Eric Seidel (no email)
Comment 24 2013-03-03 01:21:00 PST
Comment on attachment 191091 [details] Updated per comment and introduced iteration groups I would have split the iteration change half out into a separate patch. That would ahve reduced the size by half, and made the two independent perf results changes separate.
Ryosuke Niwa
Comment 25 2013-03-03 01:21:44 PST
Comment on attachment 191091 [details] Updated per comment and introduced iteration groups View in context: https://bugs.webkit.org/attachment.cgi?id=191091&action=review >> Tools/Scripts/webkitpy/performance_tests/perftest.py:383 >> + for i in range(0, 6): > > What does this do?
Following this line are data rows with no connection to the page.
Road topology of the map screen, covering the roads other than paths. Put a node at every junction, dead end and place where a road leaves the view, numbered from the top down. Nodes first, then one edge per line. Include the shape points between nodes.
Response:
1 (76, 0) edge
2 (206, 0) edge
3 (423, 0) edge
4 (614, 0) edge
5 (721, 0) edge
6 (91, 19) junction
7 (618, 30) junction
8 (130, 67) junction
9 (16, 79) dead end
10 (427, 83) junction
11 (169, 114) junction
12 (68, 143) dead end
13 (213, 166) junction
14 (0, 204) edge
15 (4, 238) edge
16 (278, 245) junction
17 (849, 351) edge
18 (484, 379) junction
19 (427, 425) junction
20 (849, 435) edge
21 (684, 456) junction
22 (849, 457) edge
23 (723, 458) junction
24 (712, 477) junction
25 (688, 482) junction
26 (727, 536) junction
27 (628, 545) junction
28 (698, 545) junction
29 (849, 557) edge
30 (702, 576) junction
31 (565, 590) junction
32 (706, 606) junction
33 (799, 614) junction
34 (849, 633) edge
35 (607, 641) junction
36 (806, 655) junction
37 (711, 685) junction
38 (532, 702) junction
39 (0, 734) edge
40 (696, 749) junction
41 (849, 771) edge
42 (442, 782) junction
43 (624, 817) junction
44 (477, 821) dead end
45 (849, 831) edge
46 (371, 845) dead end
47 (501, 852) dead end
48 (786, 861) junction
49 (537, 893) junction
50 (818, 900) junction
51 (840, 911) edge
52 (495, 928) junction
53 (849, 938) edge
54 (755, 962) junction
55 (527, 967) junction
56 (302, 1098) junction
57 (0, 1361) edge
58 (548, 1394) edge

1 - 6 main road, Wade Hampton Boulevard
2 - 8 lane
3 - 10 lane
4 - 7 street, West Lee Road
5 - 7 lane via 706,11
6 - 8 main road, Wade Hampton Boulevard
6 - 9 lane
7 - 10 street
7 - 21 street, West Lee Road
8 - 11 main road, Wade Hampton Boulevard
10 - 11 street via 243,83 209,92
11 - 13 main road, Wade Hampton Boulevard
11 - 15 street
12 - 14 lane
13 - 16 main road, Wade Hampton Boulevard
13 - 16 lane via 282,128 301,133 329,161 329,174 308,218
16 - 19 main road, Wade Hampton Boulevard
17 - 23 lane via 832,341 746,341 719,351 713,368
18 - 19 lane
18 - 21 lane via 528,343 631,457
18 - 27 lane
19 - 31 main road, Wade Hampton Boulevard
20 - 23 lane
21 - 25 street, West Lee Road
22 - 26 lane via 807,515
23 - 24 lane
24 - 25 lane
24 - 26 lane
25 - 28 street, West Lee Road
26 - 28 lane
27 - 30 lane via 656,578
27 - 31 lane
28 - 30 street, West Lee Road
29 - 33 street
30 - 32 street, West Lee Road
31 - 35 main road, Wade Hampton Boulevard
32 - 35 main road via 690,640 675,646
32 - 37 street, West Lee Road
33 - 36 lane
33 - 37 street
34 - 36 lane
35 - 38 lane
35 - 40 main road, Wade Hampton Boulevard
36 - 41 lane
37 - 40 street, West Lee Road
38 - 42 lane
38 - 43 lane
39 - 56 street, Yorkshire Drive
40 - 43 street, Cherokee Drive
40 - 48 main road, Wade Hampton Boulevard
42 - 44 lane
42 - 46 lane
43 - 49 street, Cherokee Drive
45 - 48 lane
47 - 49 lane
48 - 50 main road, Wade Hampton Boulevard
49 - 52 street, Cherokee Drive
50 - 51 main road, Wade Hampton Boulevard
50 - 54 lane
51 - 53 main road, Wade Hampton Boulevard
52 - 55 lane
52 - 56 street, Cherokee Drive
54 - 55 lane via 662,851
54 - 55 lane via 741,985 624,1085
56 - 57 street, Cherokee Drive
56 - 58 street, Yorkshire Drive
It'll do 6 runs instead of 20 for a given driver. 20 should have been 21 since we ignore the first run. It was a bug :(
Ryosuke Niwa
Comment 26 2013-03-03 15:21:21 PST
Comment on attachment 191091 [details] Updated per comment and introduced iteration groups Clearing flags on attachment: 191091 Committed r144583: <http://trac.webkit.org/changeset/144583>
Ryosuke Niwa
Comment 27 2013-03-03 15:21:26 PST
All reviewed patches have been landed. Closing bug.